I would imagine that has created a bit of consternation for you in your journey over time. Can you speak at all to any challenges you've seen for your life as you trialed and experimented and gone different directions and come to those forks in the road? Oh, absolutely. And as you say that they seem like they're paradoxical.
But the, as I haven't thought of this before, but so thank you for raising it, dear white woman. As I've experimented, let's call it that, It's the fact that I've always had this sense of framework and structure and that actually has enabled me to feel safe enough that, you can step out, try it, but you can always come back to your structure and your framework.
That structure, Allowed me to try things and look, even the major part of my life's work in, developing some trainings in yoga and helping establish standards that I like. A lot of that was actually experimental. It came about as a pure experiment. I decided to have, to develop and offer a nationally government accredited training for yoga teachers.
There's nothing, it's never heard of. There was nowhere in the world that offered that, that stage. And it it was just an experiment and what we'll just do. And of course it set a whole lot of things off. Yoga teachers running around Australia say, Oh my God, what's this about? We better circle the wagons.

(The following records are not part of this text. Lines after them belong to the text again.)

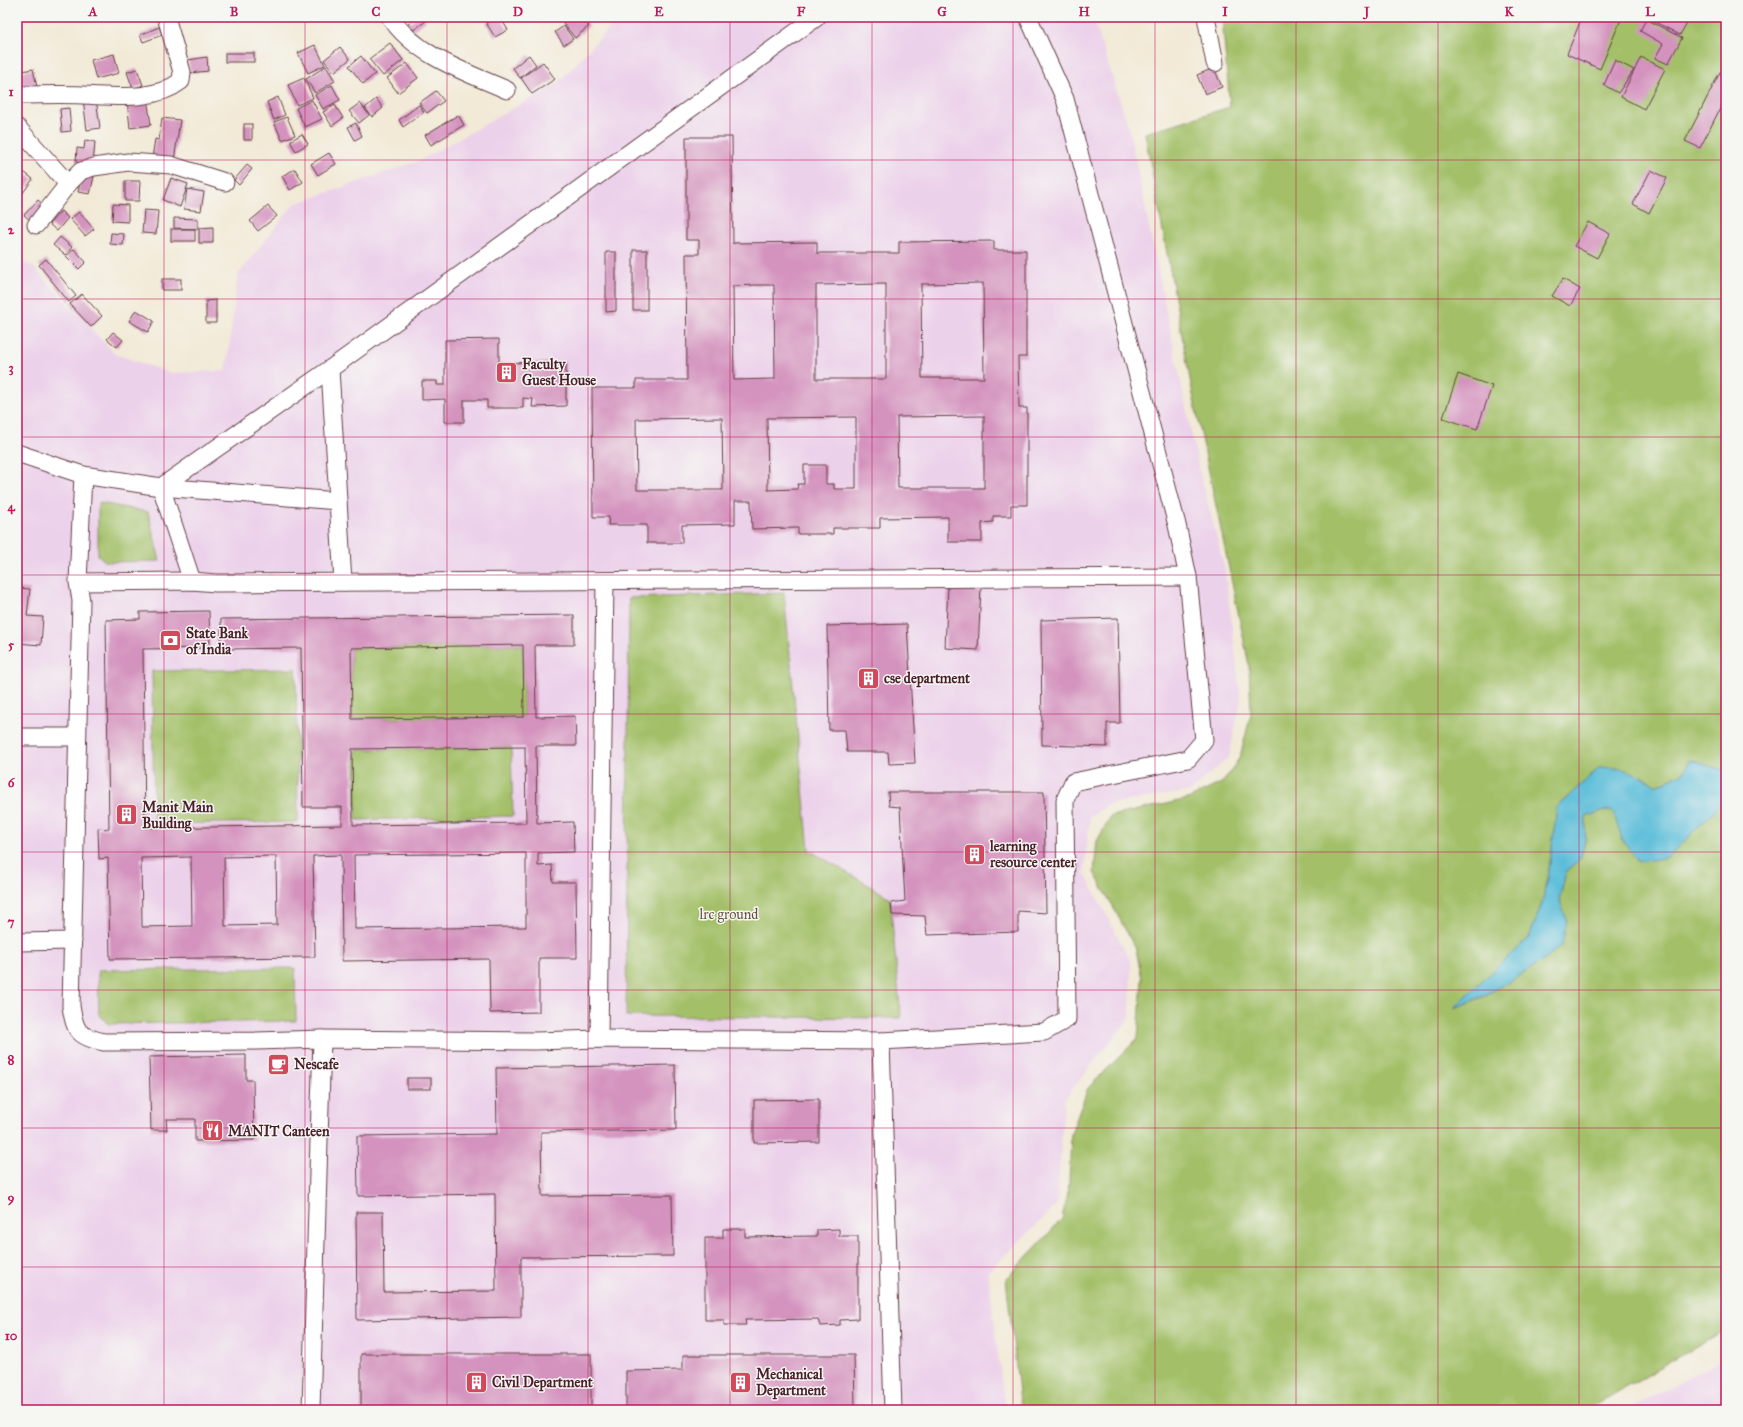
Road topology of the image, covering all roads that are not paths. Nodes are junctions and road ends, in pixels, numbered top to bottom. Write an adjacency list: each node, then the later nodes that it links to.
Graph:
1 (166, 17): 8 (street)
2 (390, 17): 7 (street)
3 (817, 17): 13 (street)
4 (1028, 17): 18 (street)
5 (1206, 17): 6 (street)
6 (1215, 63)
7 (507, 90)
8 (17, 95)
9 (17, 127): 11 (street)
10 (225, 182): 11 (street)
11 (68, 184): 12 (street)
12 (36, 225)
13 (330, 369): 16 (street); 17 (street)
14 (17, 453): 15 (street)
15 (83, 475): 16 (street); 19 (street)
16 (161, 487): 17 (street); 20 (street)
17 (338, 501): 21 (street)
18 (1188, 577): 22 (street); 29 (street)
19 (78, 582): 20 (street); 24 (street)
20 (192, 582): 21 (street)
21 (343, 582): 22 (street)
22 (605, 582): 28 (street)
23 (17, 737): 24 (street)
24 (77, 737): 25 (street)
25 (73, 941): 26 (street); 27 (street)
26 (17, 942)
27 (322, 1039): 28 (street); 30 (street)
28 (599, 1039): 29 (street)
29 (881, 1041): 31 (street)
30 (311, 1410)
31 (893, 1410)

We, we're going to be pushed out of our profession. Who is this guy? What's he doing? And, I addressed many meetings saying, don't be afraid. This is about just some quality assurance in the training. Makes no difference to the profession itself. So why don't we start an association?
And that'd be the, the thing that holds it all together. But it was an experiment. But there was always the framework of, you know what? If that doesn't work, I can fall back to just. Teaching yoga the way I was taught by my teachers at that time and their structure and so stepping out, stepping back, stepping out, stepping back, but eventually what was happening was greater distance between structure and the safe place.
And the things that can be tried to this stage now it feels like they're just almost remote and there's just this something which is a blend of the two in the middle.
You are, we talked about the line right so we said the three, this experimenting and the five is. The leader, and in your instance, it's the impact creator. Having these practical and solution focused nature that offers transformational change and challenges and opportunities for growth.
To reflect on what you've just shared about, taking yoga, which has such a depth and breadth of different styles and different offerings and whatnot, and in different ways to experiment with and use with for yourself and, but to say, okay we're going to create some structure around this for the quality assurance to ensure.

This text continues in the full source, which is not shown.